Just how famous was, and is, Wallace?

Two frequently asked questions are 1) how famous was Wallace, and 2) was he really forgotten after his death as some people (like myself) have often said? Responses to these have been based on intuition - but now, thanks to Google's Ngram Viewer, it is possible to answer them in a more quantitative way. Ngram allows users to study the frequency of certain terms (e.g. people's names) in about 5 million books over time. Several terms can be examined on one graph, so one can examine their relative frequencies. Below I show four Ngram plots which give a pretty good idea of how famous Wallace was over time relative to, firstly 5 biologists who were his friends or colleagues, and second, to a selection of other very well known biologists, living and dead. I realise that the frequency that someone's name is cited in books over time is not a direct measure of their fame, but I would argue that it is probably a pretty good surrogate.
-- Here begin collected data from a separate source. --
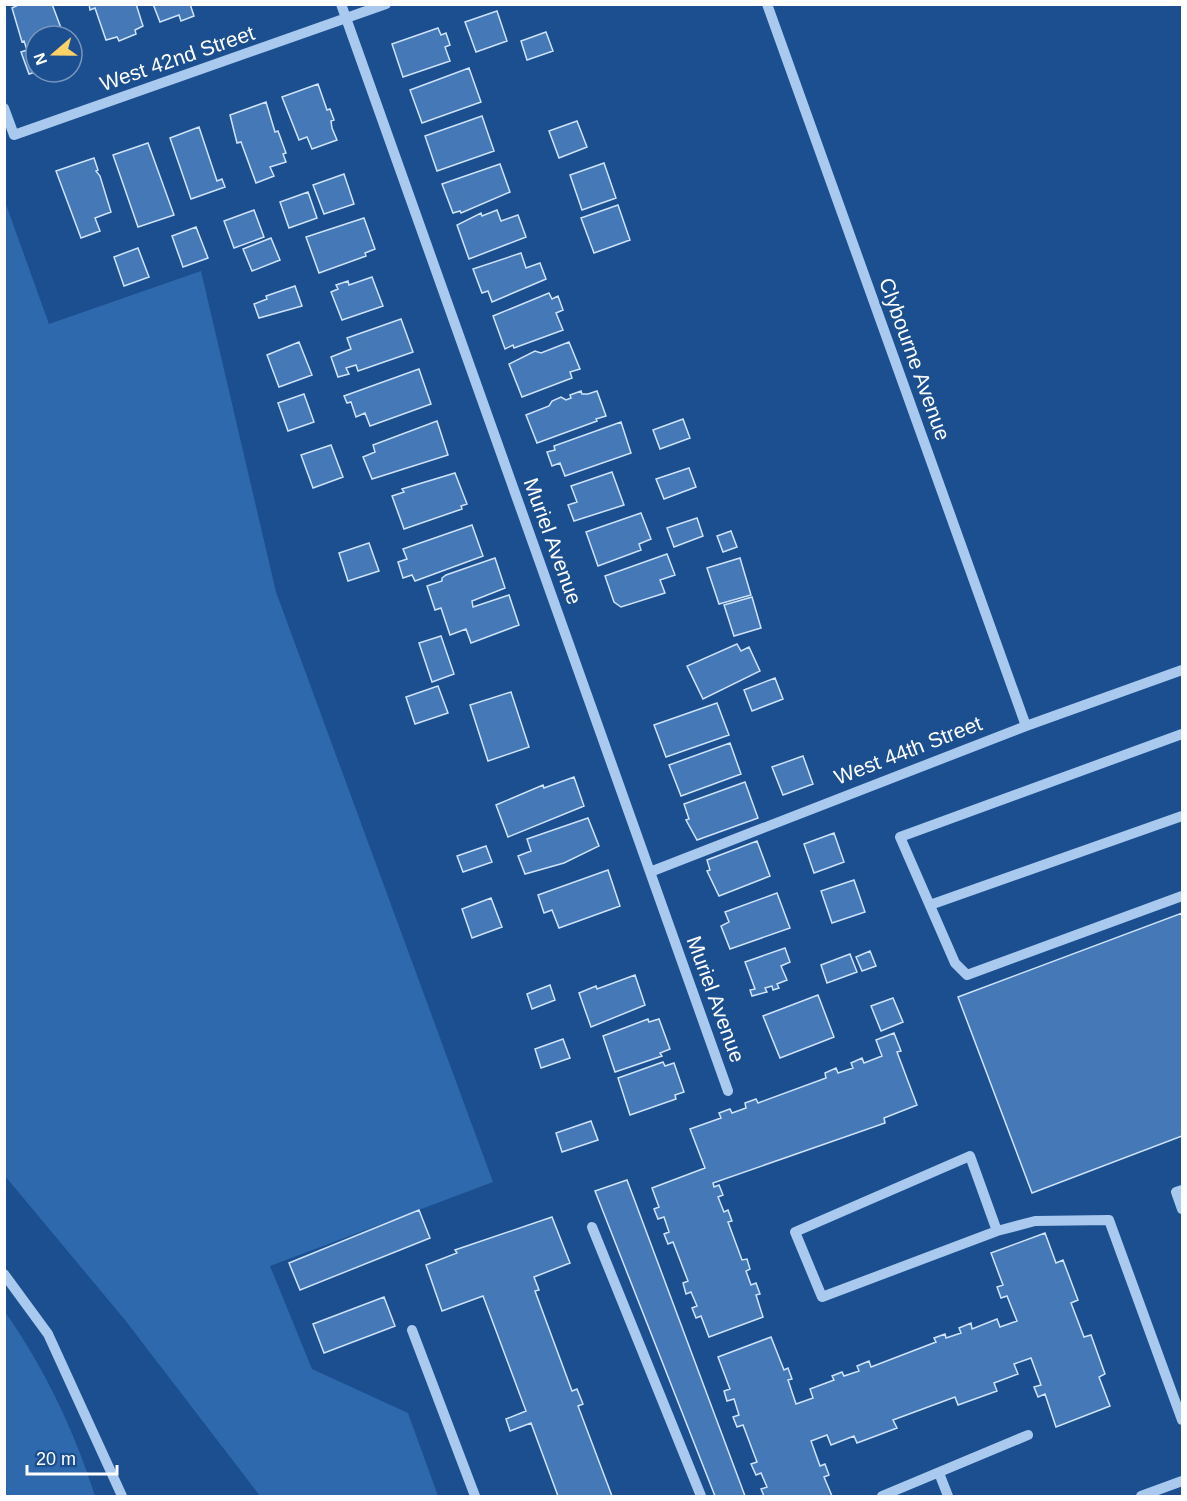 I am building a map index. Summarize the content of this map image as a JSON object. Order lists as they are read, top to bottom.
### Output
{
  "streets": {
    "street": [
      "West 42nd Street",
      "Clybourne Avenue",
      "Muriel Avenue",
      "West 44th Street"
    ]
  },
  "crossings": [
    ["West 42nd Street", "Muriel Avenue"],
    ["Clybourne Avenue", "West 44th Street"],
    ["Muriel Avenue", "West 44th Street"]
  ],
  "scale_bar": "20 m",
  "north": "left"
} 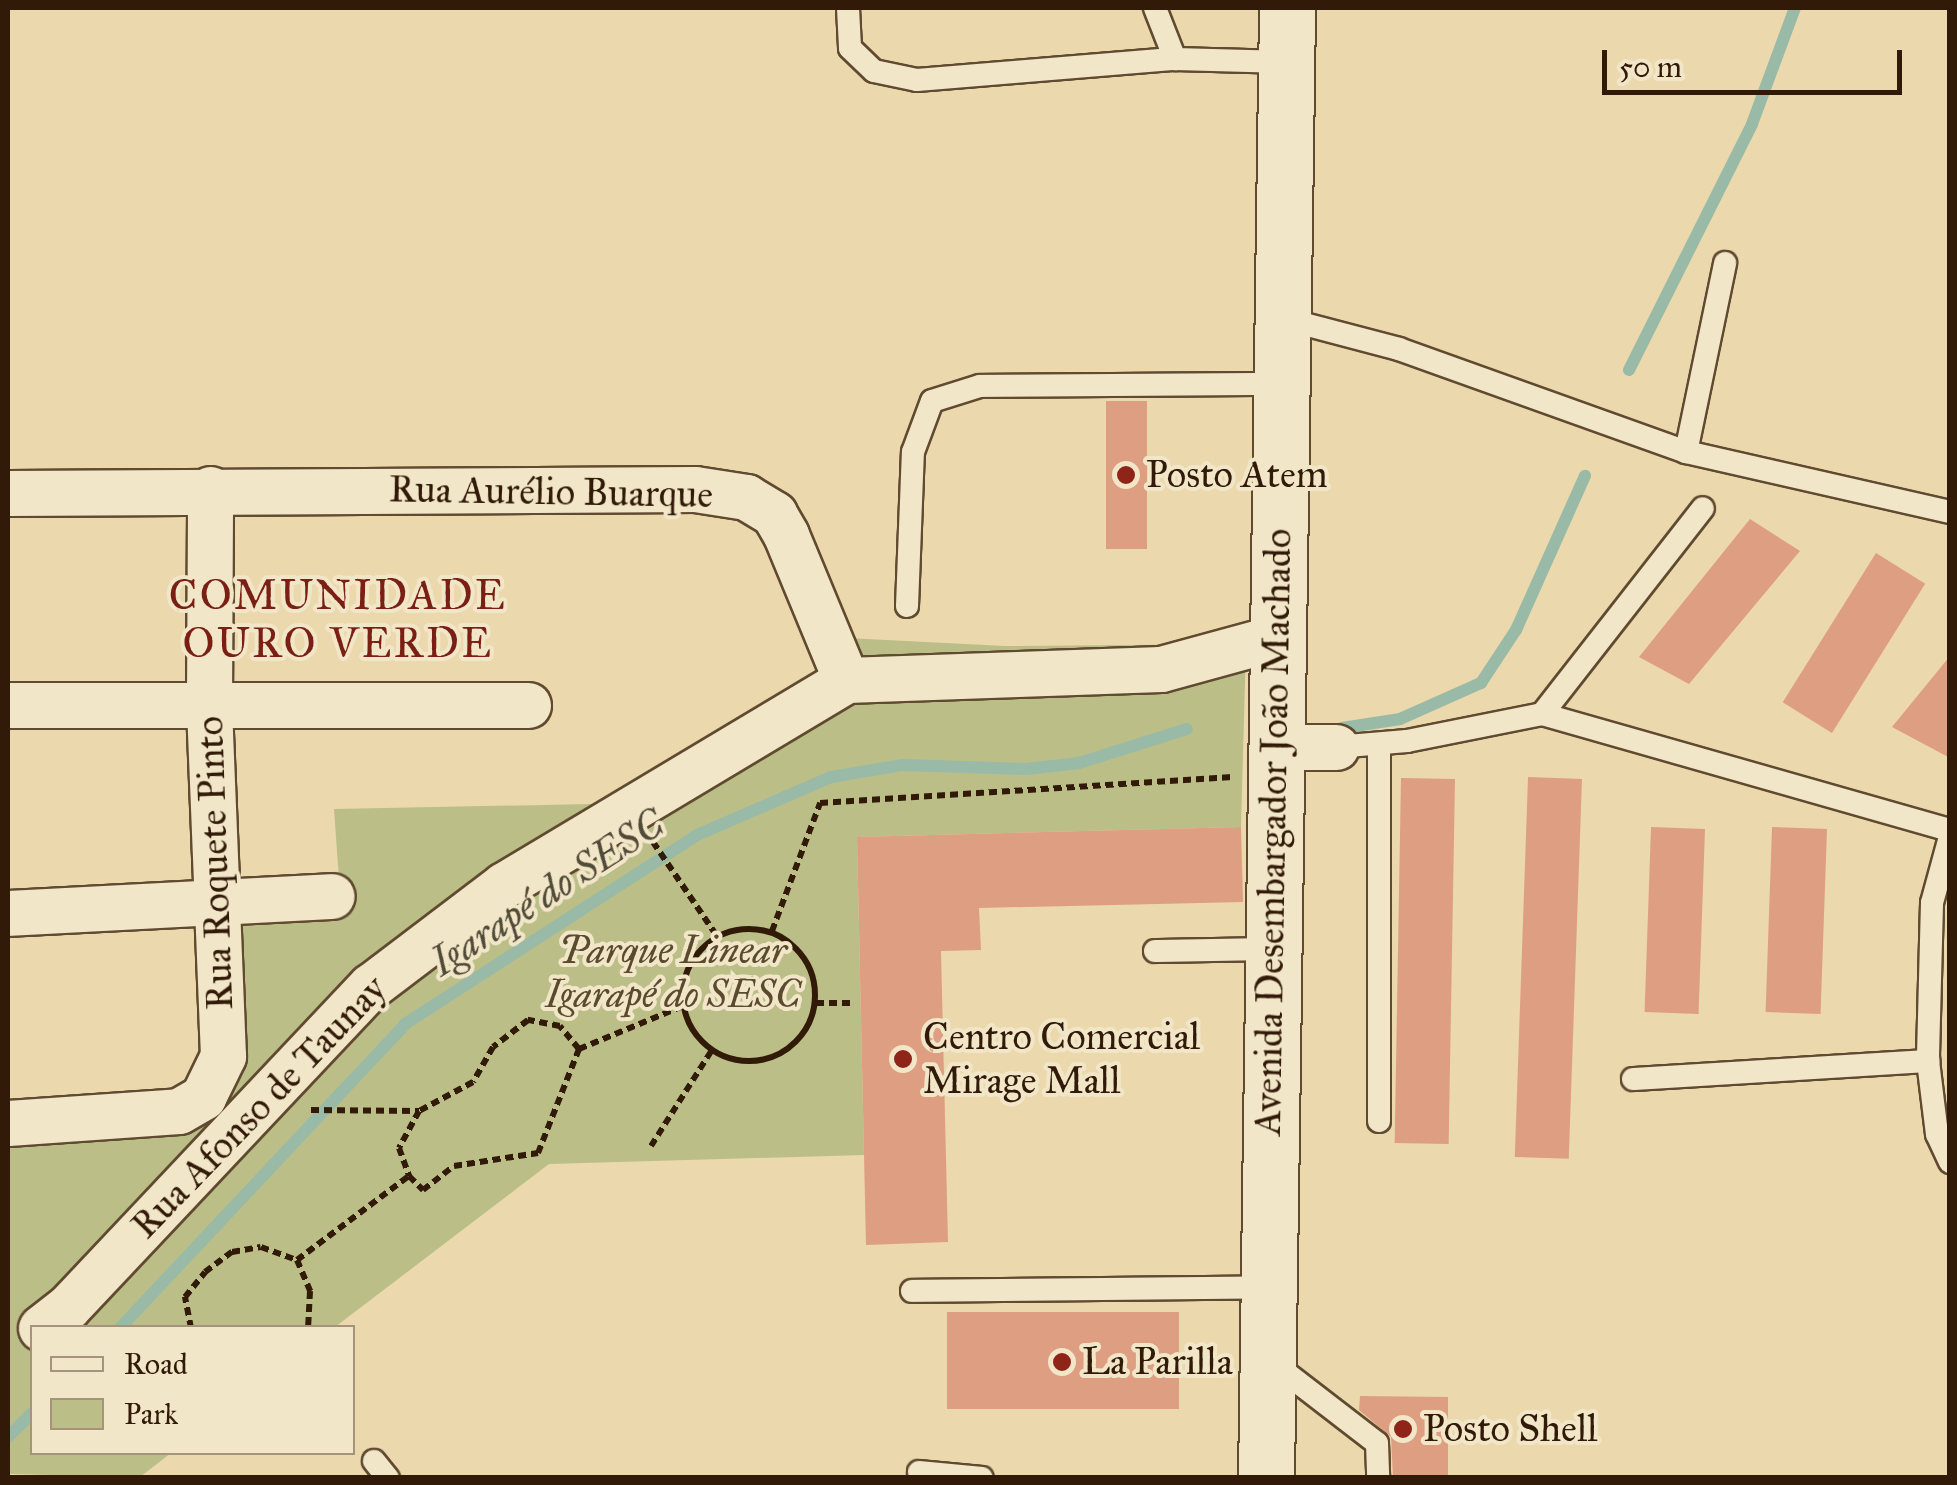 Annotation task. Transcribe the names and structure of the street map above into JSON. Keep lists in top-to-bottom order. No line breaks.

In any case, for the sake of argument I will use the term "famous" to mean "mentioned in more books than someone else".

The graph below shows a few interesting things. Firstly that the geologist Charles Lyell appears to have been far more famous than Charles Darwin until around the time of Darwin's death in 1882. Darwin then became and remained by far the most famous of the people shown. I think that the former pattern is probably an artifact, however, since if you plot an Ngram using just the two men's surnames, it shows that Darwin was in fact more famous than Lyell after about 1850. The problem with using just surnames is that there may be several people with the same name. Another interesting pattern is that citations of Darwin's name seem to really start accelerating in the late 1980's - not long after the Darwin Correspondence Project started to publish his collected correspondence. This is what I have always believed based on intuition, so it's nice to see that the graph seems to show this.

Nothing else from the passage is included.